■ **Instructions to follow**: The data below must be repeated exactly. Leave nothing out.

Dataset entries:
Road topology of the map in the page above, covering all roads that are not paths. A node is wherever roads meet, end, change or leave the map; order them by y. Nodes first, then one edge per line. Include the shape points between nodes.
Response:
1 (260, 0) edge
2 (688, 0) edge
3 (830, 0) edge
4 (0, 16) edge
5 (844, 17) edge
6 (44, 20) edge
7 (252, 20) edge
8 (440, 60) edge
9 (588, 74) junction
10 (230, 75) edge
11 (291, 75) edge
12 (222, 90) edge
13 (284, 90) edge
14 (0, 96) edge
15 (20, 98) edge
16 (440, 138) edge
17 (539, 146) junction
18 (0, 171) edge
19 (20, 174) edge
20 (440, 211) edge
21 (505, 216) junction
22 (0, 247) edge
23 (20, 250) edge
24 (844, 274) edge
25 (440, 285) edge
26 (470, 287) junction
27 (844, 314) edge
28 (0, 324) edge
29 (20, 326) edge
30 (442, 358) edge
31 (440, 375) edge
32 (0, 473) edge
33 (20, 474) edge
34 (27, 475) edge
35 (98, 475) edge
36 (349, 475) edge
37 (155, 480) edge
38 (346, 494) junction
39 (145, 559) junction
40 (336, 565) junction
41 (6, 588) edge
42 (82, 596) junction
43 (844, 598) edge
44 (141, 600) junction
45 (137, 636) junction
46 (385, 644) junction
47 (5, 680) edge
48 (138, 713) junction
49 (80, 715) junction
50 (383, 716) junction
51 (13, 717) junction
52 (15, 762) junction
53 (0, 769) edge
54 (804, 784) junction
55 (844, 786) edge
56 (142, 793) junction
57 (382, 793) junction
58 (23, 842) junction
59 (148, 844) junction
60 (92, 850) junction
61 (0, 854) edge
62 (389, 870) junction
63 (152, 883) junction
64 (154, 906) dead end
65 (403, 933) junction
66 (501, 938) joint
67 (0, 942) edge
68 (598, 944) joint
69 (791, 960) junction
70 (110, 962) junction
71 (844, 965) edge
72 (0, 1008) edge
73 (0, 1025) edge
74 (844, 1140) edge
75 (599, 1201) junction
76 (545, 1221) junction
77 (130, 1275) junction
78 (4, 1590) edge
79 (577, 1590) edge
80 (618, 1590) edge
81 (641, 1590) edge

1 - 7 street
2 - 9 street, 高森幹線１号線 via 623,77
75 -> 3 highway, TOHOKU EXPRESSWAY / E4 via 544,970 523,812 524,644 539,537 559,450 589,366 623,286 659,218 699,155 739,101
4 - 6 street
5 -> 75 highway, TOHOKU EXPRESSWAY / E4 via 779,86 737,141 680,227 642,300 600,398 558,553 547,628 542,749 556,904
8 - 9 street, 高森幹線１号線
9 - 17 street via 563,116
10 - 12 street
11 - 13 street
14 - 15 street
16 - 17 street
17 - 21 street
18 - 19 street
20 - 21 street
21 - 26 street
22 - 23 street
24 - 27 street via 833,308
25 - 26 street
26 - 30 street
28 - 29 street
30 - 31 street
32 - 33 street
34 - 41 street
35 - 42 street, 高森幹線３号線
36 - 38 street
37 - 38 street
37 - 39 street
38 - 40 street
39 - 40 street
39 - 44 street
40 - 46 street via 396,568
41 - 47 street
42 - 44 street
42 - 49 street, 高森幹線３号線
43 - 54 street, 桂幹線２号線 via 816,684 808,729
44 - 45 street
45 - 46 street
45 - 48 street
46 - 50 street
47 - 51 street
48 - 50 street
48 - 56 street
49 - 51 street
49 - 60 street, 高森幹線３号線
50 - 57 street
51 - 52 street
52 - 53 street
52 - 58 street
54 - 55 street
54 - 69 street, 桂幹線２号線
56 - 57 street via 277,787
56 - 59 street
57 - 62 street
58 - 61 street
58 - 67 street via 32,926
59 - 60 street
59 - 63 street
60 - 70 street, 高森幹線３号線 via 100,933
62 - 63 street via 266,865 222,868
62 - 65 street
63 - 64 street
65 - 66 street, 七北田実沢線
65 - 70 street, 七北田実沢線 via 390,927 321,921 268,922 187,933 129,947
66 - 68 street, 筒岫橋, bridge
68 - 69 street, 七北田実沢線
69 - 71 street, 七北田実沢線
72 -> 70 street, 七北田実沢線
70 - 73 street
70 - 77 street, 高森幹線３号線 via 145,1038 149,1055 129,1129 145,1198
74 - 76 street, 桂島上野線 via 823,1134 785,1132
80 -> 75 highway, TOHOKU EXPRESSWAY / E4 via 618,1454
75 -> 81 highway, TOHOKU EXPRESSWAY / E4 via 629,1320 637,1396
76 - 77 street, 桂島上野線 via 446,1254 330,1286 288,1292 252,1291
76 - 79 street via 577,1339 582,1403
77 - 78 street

■ **Task result**:
Road topology of the map in the page above, covering all roads that are not paths. A node is wherever roads meet, end, change or leave the map; order them by y. Nodes first, then one edge per line. Include the shape points between nodes.
Response:
1 (260, 0) edge
2 (688, 0) edge
3 (830, 0) edge
4 (0, 16) edge
5 (844, 17) edge
6 (44, 20) edge
7 (252, 20) edge
8 (440, 60) edge
9 (588, 74) junction
10 (230, 75) edge
11 (291, 75) edge
12 (222, 90) edge
13 (284, 90) edge
14 (0, 96) edge
15 (20, 98) edge
16 (440, 138) edge
17 (539, 146) junction
18 (0, 171) edge
19 (20, 174) edge
20 (440, 211) edge
21 (505, 216) junction
22 (0, 247) edge
23 (20, 250) edge
24 (844, 274) edge
25 (440, 285) edge
26 (470, 287) junction
27 (844, 314) edge
28 (0, 324) edge
29 (20, 326) edge
30 (442, 358) edge
31 (440, 375) edge
32 (0, 473) edge
33 (20, 474) edge
34 (27, 475) edge
35 (98, 475) edge
36 (349, 475) edge
37 (155, 480) edge
38 (346, 494) junction
39 (145, 559) junction
40 (336, 565) junction
41 (6, 588) edge
42 (82, 596) junction
43 (844, 598) edge
44 (141, 600) junction
45 (137, 636) junction
46 (385, 644) junction
47 (5, 680) edge
48 (138, 713) junction
49 (80, 715) junction
50 (383, 716) junction
51 (13, 717) junction
52 (15, 762) junction
53 (0, 769) edge
54 (804, 784) junction
55 (844, 786) edge
56 (142, 793) junction
57 (382, 793) junction
58 (23, 842) junction
59 (148, 844) junction
60 (92, 850) junction
61 (0, 854) edge
62 (389, 870) junction
63 (152, 883) junction
64 (154, 906) dead end
65 (403, 933) junction
66 (501, 938) joint
67 (0, 942) edge
68 (598, 944) joint
69 (791, 960) junction
70 (110, 962) junction
71 (844, 965) edge
72 (0, 1008) edge
73 (0, 1025) edge
74 (844, 1140) edge
75 (599, 1201) junction
76 (545, 1221) junction
77 (130, 1275) junction
78 (4, 1590) edge
79 (577, 1590) edge
80 (618, 1590) edge
81 (641, 1590) edge

1 - 7 street
2 - 9 street, 高森幹線１号線 via 623,77
75 -> 3 highway, TOHOKU EXPRESSWAY / E4 via 544,970 523,812 524,644 539,537 559,450 589,366 623,286 659,218 699,155 739,101
4 - 6 street
5 -> 75 highway, TOHOKU EXPRESSWAY / E4 via 779,86 737,141 680,227 642,300 600,398 558,553 547,628 542,749 556,904
8 - 9 street, 高森幹線１号線
9 - 17 street via 563,116
10 - 12 street
11 - 13 street
14 - 15 street
16 - 17 street
17 - 21 street
18 - 19 street
20 - 21 street
21 - 26 street
22 - 23 street
24 - 27 street via 833,308
25 - 26 street
26 - 30 street
28 - 29 street
30 - 31 street
32 - 33 street
34 - 41 street
35 - 42 street, 高森幹線３号線
36 - 38 street
37 - 38 street
37 - 39 street
38 - 40 street
39 - 40 street
39 - 44 street
40 - 46 street via 396,568
41 - 47 street
42 - 44 street
42 - 49 street, 高森幹線３号線
43 - 54 street, 桂幹線２号線 via 816,684 808,729
44 - 45 street
45 - 46 street
45 - 48 street
46 - 50 street
47 - 51 street
48 - 50 street
48 - 56 street
49 - 51 street
49 - 60 street, 高森幹線３号線
50 - 57 street
51 - 52 street
52 - 53 street
52 - 58 street
54 - 55 street
54 - 69 street, 桂幹線２号線
56 - 57 street via 277,787
56 - 59 street
57 - 62 street
58 - 61 street
58 - 67 street via 32,926
59 - 60 street
59 - 63 street
60 - 70 street, 高森幹線３号線 via 100,933
62 - 63 street via 266,865 222,868
62 - 65 street
63 - 64 street
65 - 66 street, 七北田実沢線
65 - 70 street, 七北田実沢線 via 390,927 321,921 268,922 187,933 129,947
66 - 68 street, 筒岫橋, bridge
68 - 69 street, 七北田実沢線
69 - 71 street, 七北田実沢線
72 -> 70 street, 七北田実沢線
70 - 73 street
70 - 77 street, 高森幹線３号線 via 145,1038 149,1055 129,1129 145,1198
74 - 76 street, 桂島上野線 via 823,1134 785,1132
80 -> 75 highway, TOHOKU EXPRESSWAY / E4 via 618,1454
75 -> 81 highway, TOHOKU EXPRESSWAY / E4 via 629,1320 637,1396
76 - 77 street, 桂島上野線 via 446,1254 330,1286 288,1292 252,1291
76 - 79 street via 577,1339 582,1403
77 - 78 street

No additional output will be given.